Content starts

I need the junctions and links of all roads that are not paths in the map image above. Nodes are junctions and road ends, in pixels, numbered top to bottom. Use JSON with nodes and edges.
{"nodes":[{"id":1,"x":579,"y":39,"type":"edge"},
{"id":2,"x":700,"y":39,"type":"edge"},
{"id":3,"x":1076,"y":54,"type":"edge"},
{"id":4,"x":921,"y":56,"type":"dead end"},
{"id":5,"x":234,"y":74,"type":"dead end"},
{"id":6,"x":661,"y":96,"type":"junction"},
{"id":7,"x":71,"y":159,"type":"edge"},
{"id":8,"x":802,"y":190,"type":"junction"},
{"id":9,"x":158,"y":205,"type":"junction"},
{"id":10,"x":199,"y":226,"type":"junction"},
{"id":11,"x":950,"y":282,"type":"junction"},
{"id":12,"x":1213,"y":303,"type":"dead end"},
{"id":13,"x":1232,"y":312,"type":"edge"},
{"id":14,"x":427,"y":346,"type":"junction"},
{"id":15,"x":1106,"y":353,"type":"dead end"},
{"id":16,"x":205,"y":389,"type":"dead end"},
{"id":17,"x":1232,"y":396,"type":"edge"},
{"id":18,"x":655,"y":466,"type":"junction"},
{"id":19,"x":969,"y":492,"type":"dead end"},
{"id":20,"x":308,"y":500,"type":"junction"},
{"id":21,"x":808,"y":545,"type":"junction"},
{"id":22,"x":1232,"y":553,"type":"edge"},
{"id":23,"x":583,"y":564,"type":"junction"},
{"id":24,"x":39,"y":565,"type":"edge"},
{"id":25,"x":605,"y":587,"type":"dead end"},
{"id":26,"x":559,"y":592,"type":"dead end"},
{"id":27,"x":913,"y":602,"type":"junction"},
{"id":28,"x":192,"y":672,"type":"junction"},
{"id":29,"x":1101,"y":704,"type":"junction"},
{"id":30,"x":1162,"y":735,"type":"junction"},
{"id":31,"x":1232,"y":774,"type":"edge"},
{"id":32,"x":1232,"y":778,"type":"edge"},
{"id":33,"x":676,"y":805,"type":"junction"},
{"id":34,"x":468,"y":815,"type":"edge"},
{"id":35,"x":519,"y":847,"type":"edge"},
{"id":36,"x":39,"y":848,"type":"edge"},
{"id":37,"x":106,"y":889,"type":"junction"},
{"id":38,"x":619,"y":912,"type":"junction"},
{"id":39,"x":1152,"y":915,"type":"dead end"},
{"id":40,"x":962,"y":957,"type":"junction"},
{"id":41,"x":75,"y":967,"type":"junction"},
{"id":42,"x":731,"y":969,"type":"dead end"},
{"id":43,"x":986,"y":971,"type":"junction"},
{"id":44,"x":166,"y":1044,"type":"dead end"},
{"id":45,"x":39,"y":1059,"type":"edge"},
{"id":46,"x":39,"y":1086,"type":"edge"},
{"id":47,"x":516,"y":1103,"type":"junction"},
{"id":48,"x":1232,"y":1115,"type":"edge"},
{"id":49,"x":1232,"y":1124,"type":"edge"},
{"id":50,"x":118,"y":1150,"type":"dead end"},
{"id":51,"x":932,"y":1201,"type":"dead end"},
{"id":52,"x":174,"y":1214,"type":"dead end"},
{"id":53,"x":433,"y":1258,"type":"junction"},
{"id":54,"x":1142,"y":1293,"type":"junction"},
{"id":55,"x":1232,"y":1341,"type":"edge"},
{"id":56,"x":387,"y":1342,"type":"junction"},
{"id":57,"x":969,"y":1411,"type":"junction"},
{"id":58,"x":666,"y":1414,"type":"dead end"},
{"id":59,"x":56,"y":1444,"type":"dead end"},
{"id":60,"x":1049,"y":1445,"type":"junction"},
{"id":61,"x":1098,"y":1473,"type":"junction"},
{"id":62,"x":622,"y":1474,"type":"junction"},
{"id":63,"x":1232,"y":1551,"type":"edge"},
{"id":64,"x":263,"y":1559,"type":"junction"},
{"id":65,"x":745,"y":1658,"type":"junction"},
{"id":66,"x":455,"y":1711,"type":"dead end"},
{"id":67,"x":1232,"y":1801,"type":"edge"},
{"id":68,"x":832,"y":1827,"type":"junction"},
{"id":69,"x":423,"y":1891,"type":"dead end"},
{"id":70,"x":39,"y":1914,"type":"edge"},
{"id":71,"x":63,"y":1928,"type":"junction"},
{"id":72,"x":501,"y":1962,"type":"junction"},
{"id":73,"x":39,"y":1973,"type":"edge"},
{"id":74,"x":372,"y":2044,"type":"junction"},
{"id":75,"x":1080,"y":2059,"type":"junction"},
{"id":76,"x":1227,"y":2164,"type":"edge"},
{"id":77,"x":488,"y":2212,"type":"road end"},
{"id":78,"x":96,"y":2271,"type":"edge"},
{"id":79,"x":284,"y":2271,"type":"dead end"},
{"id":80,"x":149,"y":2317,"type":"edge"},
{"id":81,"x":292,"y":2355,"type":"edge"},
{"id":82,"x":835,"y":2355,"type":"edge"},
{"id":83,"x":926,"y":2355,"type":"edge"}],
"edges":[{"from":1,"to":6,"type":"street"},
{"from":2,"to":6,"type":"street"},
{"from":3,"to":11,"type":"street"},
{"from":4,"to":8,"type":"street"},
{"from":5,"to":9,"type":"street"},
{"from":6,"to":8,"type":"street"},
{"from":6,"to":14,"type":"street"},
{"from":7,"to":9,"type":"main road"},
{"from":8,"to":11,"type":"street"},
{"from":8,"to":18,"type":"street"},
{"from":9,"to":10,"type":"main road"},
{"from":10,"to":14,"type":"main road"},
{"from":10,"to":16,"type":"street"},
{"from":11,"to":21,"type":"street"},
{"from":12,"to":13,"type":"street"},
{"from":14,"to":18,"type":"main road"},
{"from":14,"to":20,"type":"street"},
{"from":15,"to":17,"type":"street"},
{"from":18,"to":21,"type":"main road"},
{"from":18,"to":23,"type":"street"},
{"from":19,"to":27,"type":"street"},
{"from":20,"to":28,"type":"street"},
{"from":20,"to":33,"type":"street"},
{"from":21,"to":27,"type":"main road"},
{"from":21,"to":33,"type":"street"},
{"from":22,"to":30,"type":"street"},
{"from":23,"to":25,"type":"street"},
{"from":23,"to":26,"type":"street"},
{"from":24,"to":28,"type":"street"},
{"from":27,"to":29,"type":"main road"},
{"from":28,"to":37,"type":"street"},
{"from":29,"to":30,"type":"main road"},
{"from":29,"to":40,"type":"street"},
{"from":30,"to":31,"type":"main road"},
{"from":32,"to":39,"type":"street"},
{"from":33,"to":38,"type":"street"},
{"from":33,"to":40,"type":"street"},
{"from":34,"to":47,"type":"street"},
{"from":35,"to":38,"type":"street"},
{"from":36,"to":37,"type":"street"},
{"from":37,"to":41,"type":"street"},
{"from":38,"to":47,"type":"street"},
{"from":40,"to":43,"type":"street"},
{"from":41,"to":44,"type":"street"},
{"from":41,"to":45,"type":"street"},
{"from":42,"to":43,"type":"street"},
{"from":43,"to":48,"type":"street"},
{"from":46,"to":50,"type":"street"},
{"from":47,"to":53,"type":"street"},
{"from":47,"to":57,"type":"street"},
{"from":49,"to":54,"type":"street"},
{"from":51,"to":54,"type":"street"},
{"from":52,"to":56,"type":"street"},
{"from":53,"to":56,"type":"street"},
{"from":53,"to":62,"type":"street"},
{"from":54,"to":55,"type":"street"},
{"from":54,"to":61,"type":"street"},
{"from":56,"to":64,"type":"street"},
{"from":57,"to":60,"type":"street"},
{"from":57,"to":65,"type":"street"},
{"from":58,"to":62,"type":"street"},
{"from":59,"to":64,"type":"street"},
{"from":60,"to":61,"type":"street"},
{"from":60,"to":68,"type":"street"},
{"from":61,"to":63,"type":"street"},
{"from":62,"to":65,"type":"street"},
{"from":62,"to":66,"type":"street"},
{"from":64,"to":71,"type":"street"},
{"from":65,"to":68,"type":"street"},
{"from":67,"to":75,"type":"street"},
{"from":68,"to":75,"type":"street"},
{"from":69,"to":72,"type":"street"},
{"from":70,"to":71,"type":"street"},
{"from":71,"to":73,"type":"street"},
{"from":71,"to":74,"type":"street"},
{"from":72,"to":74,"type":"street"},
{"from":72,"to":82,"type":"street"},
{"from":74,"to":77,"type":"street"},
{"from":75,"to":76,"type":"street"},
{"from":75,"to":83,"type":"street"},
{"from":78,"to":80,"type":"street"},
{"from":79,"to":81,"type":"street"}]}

Content ends

> The problem
Take every line from the data that includes the word "road".

> Response
I need the junctions and links of all roads that are not paths in the map image above. Nodes are junctions and road ends, in pixels, numbered top to bottom. Use JSON with nodes and edges.
{"id":77,"x":488,"y":2212,"type":"road end"},
{"from":7,"to":9,"type":"main road"},
{"from":9,"to":10,"type":"main road"},
{"from":10,"to":14,"type":"main road"},
{"from":14,"to":18,"type":"main road"},
{"from":18,"to":21,"type":"main road"},
{"from":21,"to":27,"type":"main road"},
{"from":27,"to":29,"type":"main road"},
{"from":29,"to":30,"type":"main road"},
{"from":30,"to":31,"type":"main road"},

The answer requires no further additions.